Monday, January 28th, 2008 at 10:57 am in Uncategorized.
A few thoughts on the A’s Fan Fest, which basically marks the first official weekend of the 2008 season.
— So Jack Cust denied he used steroids or any other performance-enhancing drugs. What else did you expect him to say? Baseball players have been borrowing variations from the “I didn’t juice,” handbook for years now, and Cust’s explanation was typical. Look, I like the guy as much as anybody on the A’s, and it was impossible not to get caught up in parts of his 2007 season, but like I’ve written so many times in the past, it’s impossible to believe anything a player says these days. Cust may well be telling the truth, but a player’s benefit of the doubt is a thing of the past.

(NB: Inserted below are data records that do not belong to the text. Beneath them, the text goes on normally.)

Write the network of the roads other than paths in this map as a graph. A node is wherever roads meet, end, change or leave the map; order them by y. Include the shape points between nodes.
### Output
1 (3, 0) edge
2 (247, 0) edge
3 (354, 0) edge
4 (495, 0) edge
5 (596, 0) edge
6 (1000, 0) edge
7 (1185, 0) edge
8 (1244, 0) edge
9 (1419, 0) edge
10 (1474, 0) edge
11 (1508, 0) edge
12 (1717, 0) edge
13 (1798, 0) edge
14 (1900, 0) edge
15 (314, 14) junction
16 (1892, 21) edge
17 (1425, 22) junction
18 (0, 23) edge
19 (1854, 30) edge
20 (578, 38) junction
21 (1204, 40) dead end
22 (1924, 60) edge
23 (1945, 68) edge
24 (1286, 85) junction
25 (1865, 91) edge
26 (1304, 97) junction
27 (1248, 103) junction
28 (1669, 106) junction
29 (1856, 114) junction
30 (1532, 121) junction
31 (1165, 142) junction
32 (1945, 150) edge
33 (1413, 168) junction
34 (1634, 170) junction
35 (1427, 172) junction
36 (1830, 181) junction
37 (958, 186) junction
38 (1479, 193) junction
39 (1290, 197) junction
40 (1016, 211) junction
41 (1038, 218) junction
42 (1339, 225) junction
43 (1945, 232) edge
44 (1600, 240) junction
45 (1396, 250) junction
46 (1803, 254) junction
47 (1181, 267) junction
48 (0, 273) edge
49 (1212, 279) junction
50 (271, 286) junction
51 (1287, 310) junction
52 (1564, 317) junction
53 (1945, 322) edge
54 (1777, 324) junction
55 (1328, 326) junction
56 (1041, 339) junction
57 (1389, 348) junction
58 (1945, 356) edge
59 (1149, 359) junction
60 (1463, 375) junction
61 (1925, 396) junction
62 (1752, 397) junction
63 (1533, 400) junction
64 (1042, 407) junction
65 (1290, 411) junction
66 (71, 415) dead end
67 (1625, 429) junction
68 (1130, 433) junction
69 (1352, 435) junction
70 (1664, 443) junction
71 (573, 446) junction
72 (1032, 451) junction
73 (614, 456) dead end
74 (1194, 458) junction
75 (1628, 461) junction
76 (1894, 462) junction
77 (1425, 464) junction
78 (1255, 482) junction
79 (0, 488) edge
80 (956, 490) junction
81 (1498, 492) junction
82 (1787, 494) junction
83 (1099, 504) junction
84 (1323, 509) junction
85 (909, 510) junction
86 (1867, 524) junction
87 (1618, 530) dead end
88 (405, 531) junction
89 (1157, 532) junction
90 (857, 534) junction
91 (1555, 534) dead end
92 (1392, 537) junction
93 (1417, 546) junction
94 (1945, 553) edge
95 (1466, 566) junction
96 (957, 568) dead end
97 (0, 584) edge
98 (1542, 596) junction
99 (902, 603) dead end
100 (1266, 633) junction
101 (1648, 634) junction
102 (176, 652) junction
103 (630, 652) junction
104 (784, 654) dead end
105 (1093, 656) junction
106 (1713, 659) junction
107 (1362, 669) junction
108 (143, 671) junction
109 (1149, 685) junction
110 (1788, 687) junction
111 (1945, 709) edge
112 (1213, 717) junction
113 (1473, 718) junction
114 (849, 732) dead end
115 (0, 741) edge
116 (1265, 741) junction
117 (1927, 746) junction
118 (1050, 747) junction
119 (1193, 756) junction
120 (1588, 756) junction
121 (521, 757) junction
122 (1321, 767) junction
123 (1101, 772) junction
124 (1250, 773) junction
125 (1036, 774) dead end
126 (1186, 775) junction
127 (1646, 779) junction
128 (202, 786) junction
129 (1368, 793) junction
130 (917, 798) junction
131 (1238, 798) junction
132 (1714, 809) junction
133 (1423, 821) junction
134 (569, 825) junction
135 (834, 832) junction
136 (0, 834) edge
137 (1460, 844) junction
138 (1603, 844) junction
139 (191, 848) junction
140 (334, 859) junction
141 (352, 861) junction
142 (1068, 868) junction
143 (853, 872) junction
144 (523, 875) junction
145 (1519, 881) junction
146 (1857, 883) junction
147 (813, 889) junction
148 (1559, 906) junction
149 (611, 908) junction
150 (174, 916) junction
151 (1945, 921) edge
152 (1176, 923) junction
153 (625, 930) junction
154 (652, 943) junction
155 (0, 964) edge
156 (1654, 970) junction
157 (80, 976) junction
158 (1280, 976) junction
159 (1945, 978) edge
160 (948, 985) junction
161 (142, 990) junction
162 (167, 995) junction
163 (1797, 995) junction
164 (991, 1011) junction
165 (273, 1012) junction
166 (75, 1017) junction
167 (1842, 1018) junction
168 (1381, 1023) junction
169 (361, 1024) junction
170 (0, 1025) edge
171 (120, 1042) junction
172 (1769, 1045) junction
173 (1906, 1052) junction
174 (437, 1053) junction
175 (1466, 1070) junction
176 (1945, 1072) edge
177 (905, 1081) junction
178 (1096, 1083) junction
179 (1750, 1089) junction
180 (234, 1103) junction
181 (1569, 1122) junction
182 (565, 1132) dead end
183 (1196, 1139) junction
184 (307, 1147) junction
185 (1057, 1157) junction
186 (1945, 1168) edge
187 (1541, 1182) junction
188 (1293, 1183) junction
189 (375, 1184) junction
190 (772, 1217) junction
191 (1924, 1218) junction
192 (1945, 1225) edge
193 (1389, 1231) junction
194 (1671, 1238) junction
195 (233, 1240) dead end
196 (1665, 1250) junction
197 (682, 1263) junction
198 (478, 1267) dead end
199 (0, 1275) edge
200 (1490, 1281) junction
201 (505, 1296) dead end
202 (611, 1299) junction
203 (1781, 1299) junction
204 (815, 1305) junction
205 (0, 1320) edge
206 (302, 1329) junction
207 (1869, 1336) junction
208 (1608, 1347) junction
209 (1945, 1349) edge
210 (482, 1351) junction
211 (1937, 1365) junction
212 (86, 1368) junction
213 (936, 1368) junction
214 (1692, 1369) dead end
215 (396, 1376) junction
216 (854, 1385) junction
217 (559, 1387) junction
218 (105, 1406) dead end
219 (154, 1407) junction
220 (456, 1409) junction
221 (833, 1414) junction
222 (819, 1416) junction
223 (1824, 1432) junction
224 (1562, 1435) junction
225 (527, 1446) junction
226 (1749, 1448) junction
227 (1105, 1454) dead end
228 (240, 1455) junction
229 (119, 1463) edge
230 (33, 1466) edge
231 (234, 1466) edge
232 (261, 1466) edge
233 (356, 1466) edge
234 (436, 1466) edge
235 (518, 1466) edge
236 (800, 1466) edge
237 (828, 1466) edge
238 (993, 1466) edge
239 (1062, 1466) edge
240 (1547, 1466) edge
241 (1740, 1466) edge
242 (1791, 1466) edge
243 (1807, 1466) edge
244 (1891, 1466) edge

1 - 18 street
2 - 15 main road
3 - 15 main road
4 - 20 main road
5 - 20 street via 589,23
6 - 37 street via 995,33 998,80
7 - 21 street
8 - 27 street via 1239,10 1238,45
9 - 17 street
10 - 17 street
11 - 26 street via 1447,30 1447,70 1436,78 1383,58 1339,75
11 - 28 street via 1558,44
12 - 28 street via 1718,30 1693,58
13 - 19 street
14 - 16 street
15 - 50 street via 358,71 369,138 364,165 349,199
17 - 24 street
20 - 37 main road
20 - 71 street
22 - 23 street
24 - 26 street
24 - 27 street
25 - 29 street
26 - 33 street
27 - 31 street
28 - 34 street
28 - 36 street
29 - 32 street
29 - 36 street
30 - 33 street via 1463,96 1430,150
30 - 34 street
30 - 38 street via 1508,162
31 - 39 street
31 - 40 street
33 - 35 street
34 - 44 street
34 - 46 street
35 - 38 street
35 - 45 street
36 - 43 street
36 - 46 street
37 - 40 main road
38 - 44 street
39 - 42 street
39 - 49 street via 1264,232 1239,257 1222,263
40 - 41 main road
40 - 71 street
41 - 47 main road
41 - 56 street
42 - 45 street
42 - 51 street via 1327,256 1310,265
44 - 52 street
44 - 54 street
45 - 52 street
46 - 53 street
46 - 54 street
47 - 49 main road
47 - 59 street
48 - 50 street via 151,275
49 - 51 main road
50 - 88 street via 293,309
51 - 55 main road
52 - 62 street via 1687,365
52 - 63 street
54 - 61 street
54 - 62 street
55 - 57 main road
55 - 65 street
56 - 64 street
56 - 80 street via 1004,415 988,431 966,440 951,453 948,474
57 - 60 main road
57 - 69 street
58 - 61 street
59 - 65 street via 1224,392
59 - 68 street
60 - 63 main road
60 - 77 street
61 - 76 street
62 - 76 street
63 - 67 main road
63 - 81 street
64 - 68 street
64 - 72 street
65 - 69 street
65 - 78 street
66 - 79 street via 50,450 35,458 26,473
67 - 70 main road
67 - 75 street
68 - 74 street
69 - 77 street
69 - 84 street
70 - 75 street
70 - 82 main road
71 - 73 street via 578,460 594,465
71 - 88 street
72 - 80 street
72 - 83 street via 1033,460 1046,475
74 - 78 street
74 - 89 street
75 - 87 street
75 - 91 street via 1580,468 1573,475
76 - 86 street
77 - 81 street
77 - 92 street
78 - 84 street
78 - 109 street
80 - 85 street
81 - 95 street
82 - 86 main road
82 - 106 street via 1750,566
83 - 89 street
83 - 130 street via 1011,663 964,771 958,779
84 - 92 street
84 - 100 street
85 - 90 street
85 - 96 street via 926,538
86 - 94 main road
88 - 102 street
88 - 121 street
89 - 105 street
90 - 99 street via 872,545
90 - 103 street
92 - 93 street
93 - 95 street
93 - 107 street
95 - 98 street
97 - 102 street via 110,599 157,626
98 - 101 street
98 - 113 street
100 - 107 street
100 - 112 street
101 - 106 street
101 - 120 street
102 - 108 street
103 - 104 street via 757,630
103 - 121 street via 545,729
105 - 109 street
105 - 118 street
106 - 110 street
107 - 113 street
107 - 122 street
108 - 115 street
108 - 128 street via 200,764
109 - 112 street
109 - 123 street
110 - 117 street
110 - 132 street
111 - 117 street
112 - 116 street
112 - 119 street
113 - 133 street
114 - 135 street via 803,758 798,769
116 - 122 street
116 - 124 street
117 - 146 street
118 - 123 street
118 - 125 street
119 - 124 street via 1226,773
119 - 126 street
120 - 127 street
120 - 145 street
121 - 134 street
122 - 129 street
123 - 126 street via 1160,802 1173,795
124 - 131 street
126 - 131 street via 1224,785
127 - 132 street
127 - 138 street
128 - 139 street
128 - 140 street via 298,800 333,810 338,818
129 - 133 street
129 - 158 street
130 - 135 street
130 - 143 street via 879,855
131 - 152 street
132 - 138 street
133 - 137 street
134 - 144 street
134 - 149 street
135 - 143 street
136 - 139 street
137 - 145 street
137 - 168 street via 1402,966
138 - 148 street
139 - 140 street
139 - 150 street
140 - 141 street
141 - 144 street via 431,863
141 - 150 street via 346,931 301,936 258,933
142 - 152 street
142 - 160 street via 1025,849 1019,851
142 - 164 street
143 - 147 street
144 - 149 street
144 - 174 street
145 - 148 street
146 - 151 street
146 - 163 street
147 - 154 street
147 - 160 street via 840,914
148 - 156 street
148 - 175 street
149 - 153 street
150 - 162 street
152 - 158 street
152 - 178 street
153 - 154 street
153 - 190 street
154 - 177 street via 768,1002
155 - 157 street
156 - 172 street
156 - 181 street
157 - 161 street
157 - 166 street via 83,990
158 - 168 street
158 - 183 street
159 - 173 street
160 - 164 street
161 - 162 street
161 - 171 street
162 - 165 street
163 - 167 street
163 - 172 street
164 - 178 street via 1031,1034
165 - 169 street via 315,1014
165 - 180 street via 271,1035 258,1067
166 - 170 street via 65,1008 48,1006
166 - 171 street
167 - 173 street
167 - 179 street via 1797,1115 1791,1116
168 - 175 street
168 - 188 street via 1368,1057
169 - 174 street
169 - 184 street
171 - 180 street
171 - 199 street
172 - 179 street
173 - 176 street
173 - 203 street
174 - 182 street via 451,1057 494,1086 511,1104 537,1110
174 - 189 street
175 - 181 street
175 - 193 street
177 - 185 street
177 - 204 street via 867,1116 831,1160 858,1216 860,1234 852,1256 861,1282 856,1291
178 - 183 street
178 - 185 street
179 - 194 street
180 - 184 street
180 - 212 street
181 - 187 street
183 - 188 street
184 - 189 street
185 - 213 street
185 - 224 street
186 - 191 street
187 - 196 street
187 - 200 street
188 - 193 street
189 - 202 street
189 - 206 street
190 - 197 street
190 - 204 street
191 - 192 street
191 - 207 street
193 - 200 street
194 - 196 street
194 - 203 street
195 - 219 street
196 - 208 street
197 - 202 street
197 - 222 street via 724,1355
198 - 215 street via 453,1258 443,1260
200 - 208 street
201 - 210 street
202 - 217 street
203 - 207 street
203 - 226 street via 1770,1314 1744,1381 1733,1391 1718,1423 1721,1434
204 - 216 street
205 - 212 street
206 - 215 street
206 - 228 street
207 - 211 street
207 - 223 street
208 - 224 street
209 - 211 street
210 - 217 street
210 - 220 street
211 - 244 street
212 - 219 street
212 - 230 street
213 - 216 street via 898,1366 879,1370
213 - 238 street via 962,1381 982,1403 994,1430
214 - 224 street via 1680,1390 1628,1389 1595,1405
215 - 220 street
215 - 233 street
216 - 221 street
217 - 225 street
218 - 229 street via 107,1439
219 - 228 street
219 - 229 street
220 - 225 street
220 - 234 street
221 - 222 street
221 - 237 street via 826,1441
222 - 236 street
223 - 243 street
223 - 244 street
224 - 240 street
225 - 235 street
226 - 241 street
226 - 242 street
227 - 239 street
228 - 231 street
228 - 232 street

— Regarding Cust’s explanation, it is interesting that we haven’t heard from one-time Baltimore Orioles outfielder Larry Bigbie in a while (looks like he’ll be playing in Japan this year). It is entirely possible, I suppose, that Bigbie was mistaken when he said he lockered next to Jack Cust during their Baltimore days. Or, it’s possible that maybe they were one or two cubicles down from each other, and Bigbie simply used the phrase “next to” in a general way. Again, that’s the problem with all the silence and all the lies. Getting to the truth is like trying to snag a foul ball amidst a crowd of 50,000 people.
—- Here’s why MLB.com is more a public relations tool than a journalistic site: The headline on their Sunday afternoon story was: “A’s annual FanFest a Big Hit.” Funny, only 12,000 people attended, the smallest ever for a FanFest at the Coliseum in the seven seasons they’ve had it there. First time ever below 20,000. I realize MLB.com is the way a majority of fans get their information, and there are great things about that site, but don’t ever mistake it as a bastion of journalism.
—- The story on the site pointed to the 35,000 single-game tickets the A’s sold on Saturday. I’m guessing that’s not going to push them over the 2-million mark when it’s all said and done.
— Good to hear that the A’s are going to pour more money into scouting and developing, and that they may go higher with their signing bonuses for high draft picks. Don’t think for a minute that getting a Top 5 pick wasn’t on the “pro” side when general manager Billy Beane drew up his pros and cons for rebuilding.
— Finally, very ingriguing column recently by Ray Ratto regarding a possible punishment for the Giants, given their noteworthiness in the Mitchell Report. I believe Ray is right in saying that granting the A’s the rights to Santa Clara County would be the only punishment that would truly fit the crime. I don’t imagine any such thing would ever happen, though, even though A’s owner Lew Wolff goes back such a long way with commissioner Bud Selig. MLB never does anything that sensible.